DATA PROVIDED =
Content starts
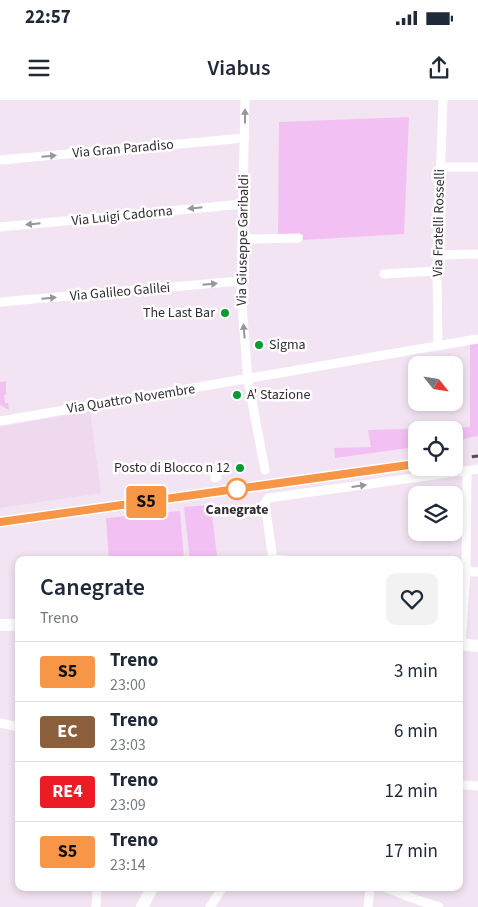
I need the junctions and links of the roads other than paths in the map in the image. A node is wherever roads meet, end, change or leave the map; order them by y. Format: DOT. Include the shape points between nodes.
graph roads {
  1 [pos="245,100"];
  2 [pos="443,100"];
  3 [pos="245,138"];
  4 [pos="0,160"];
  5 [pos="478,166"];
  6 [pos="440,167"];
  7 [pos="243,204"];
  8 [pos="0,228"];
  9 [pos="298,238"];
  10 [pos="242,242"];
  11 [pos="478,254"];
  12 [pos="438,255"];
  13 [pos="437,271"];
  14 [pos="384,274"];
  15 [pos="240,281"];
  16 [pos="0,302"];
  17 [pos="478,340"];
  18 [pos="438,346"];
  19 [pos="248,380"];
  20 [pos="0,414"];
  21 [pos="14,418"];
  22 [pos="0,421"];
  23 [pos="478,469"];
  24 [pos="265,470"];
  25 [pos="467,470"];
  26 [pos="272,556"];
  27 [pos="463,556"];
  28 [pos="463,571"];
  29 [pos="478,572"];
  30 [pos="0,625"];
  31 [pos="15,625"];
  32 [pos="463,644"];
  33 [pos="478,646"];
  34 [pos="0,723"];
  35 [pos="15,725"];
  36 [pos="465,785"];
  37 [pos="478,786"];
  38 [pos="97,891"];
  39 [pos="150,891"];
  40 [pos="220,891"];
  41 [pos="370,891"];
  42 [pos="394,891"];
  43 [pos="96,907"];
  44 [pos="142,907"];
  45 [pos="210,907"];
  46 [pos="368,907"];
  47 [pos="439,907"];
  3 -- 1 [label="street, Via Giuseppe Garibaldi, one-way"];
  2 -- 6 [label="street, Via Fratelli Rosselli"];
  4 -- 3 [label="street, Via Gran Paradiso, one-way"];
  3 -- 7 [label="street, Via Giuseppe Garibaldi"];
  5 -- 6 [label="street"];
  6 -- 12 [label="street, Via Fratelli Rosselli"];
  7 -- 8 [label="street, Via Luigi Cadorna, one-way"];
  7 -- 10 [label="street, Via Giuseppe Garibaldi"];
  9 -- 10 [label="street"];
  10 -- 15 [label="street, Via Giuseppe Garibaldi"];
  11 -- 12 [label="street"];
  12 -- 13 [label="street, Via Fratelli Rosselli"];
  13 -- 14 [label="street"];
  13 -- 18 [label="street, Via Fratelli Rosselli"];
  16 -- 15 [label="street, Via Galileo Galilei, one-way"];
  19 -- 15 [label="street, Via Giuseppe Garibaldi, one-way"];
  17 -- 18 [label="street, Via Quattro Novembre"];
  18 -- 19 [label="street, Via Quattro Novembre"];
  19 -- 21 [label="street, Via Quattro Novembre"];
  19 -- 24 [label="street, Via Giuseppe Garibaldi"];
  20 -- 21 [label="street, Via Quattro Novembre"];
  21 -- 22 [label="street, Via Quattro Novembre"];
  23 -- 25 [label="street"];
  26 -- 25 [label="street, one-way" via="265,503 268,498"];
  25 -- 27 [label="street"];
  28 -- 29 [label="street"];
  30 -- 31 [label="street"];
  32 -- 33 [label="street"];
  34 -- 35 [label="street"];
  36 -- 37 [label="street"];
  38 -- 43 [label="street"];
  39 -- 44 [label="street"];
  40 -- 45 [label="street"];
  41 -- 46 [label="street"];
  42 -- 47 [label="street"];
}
Content ends
Content starts
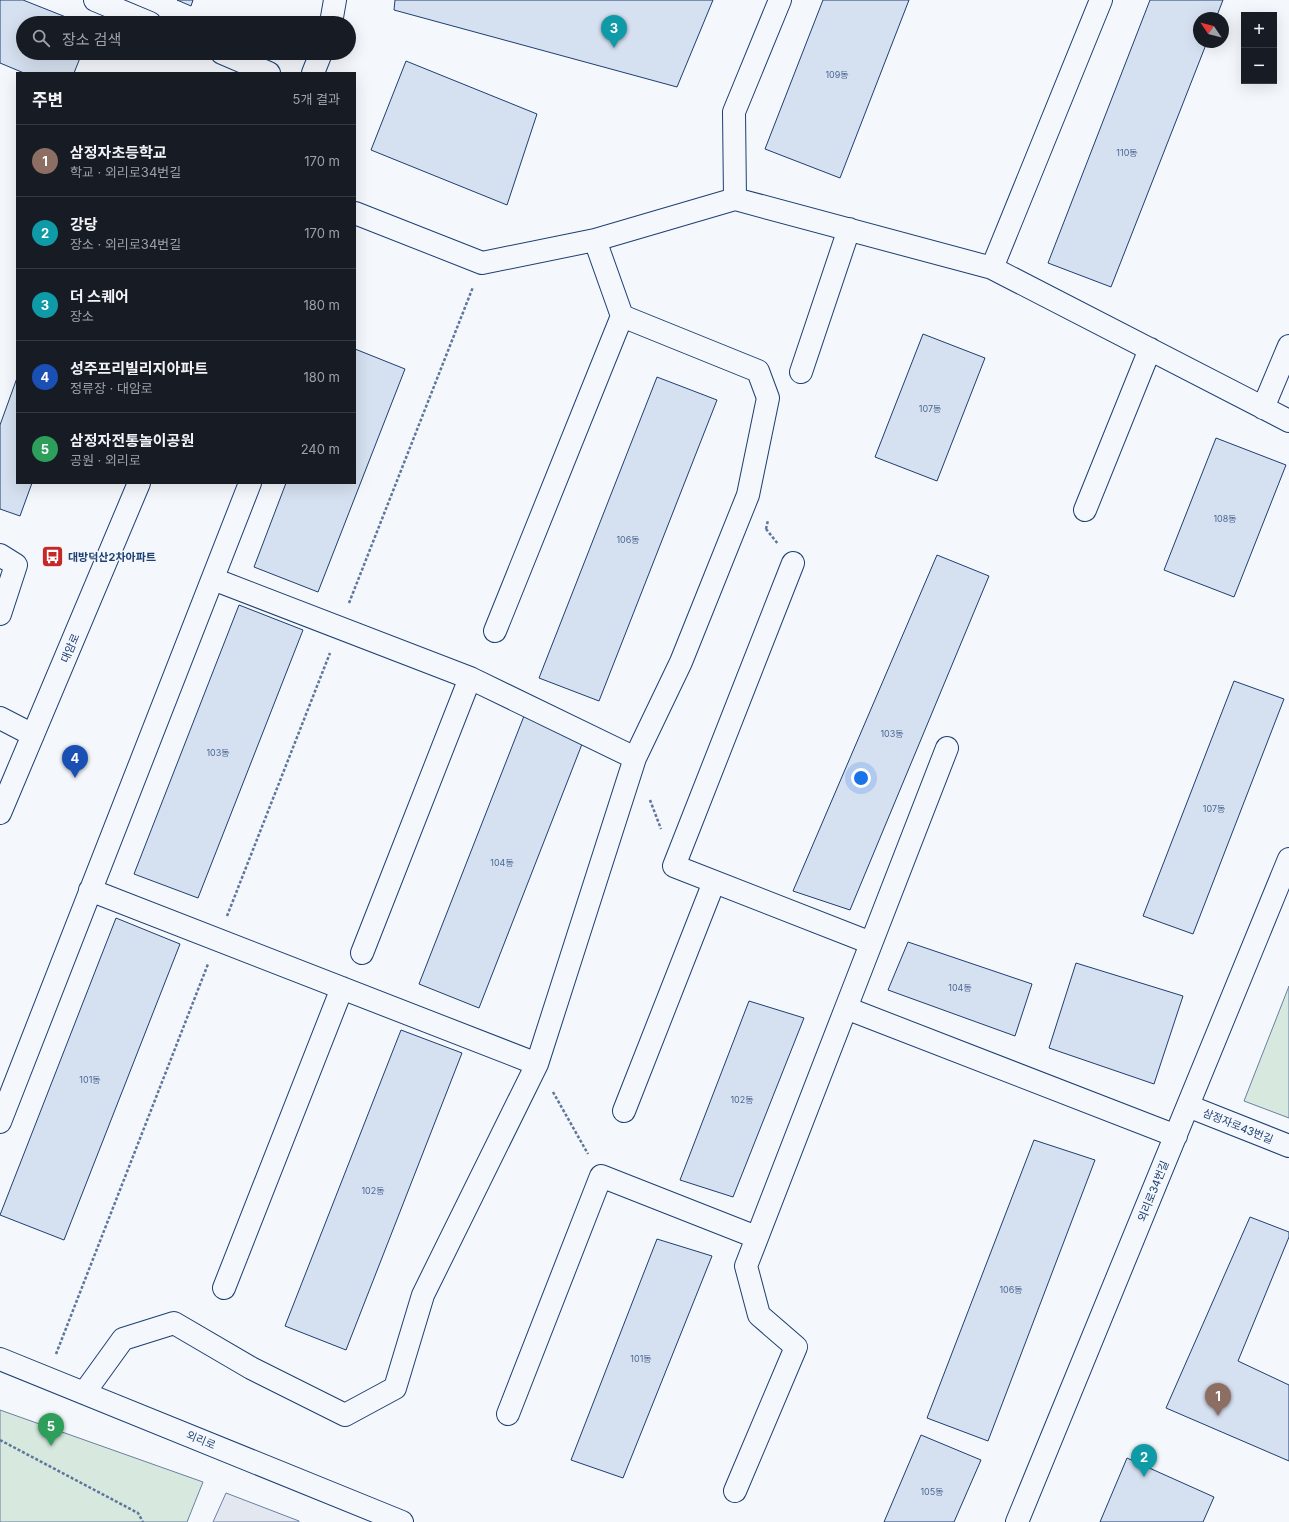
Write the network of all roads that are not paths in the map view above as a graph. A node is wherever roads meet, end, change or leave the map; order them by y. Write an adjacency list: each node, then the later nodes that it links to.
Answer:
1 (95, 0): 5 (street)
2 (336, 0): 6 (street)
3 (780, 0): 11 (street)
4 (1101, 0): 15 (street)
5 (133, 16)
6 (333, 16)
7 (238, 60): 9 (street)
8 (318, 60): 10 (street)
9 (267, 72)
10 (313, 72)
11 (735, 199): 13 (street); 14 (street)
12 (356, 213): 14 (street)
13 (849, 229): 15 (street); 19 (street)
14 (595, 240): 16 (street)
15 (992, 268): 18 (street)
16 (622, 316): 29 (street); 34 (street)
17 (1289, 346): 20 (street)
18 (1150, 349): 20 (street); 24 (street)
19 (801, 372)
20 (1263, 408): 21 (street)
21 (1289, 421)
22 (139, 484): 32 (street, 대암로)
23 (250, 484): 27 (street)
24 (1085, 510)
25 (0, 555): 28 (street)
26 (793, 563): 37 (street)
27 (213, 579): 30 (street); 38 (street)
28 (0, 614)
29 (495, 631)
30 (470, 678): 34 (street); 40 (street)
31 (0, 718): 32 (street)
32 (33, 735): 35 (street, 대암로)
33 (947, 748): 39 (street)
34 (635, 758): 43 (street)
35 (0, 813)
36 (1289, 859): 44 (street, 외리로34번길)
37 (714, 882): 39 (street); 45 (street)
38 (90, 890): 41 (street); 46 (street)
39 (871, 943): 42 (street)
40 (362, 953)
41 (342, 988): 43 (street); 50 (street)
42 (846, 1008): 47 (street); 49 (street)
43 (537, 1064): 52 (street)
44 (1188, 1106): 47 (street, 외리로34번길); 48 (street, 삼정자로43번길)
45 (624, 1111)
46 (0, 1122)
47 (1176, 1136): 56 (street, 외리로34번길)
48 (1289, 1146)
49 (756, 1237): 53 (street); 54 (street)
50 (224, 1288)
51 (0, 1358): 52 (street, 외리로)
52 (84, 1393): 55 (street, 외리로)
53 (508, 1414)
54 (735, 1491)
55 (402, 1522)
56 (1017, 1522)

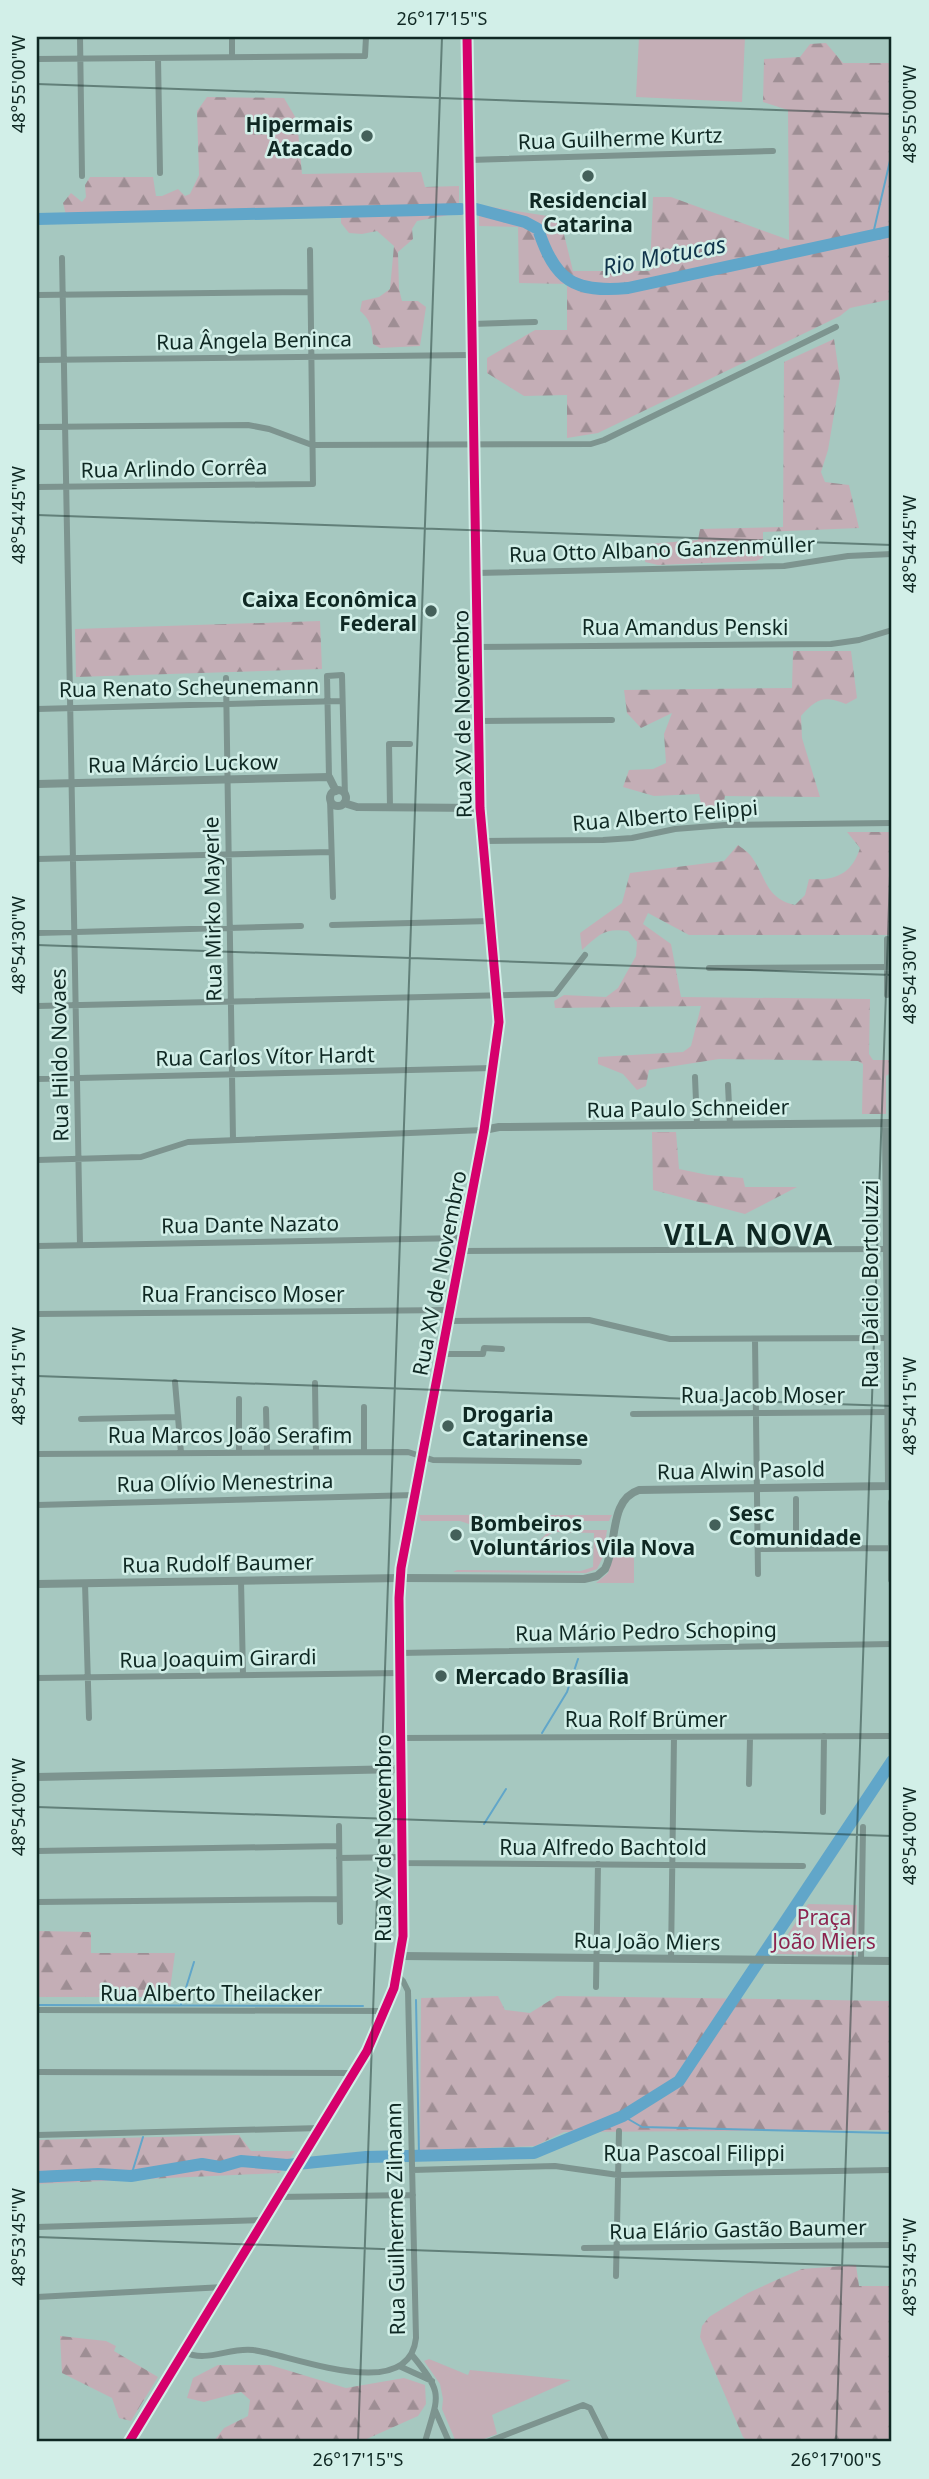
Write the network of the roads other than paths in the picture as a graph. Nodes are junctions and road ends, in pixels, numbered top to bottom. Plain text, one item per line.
Content ends
EXERCISE AIM =
Pull every line containing the word "network" out of the material and copy it.

OUTPUT FOR THIS TASK =
Write the network of all roads that are not paths in the map view above as a graph. A node is wherever roads meet, end, change or leave the map; order them by y. Write an adjacency list: each node, then the later nodes that it links to.
Write the network of the roads other than paths in the picture as a graph. Nodes are junctions and road ends, in pixels, numbered top to bottom. Plain text, one item per line.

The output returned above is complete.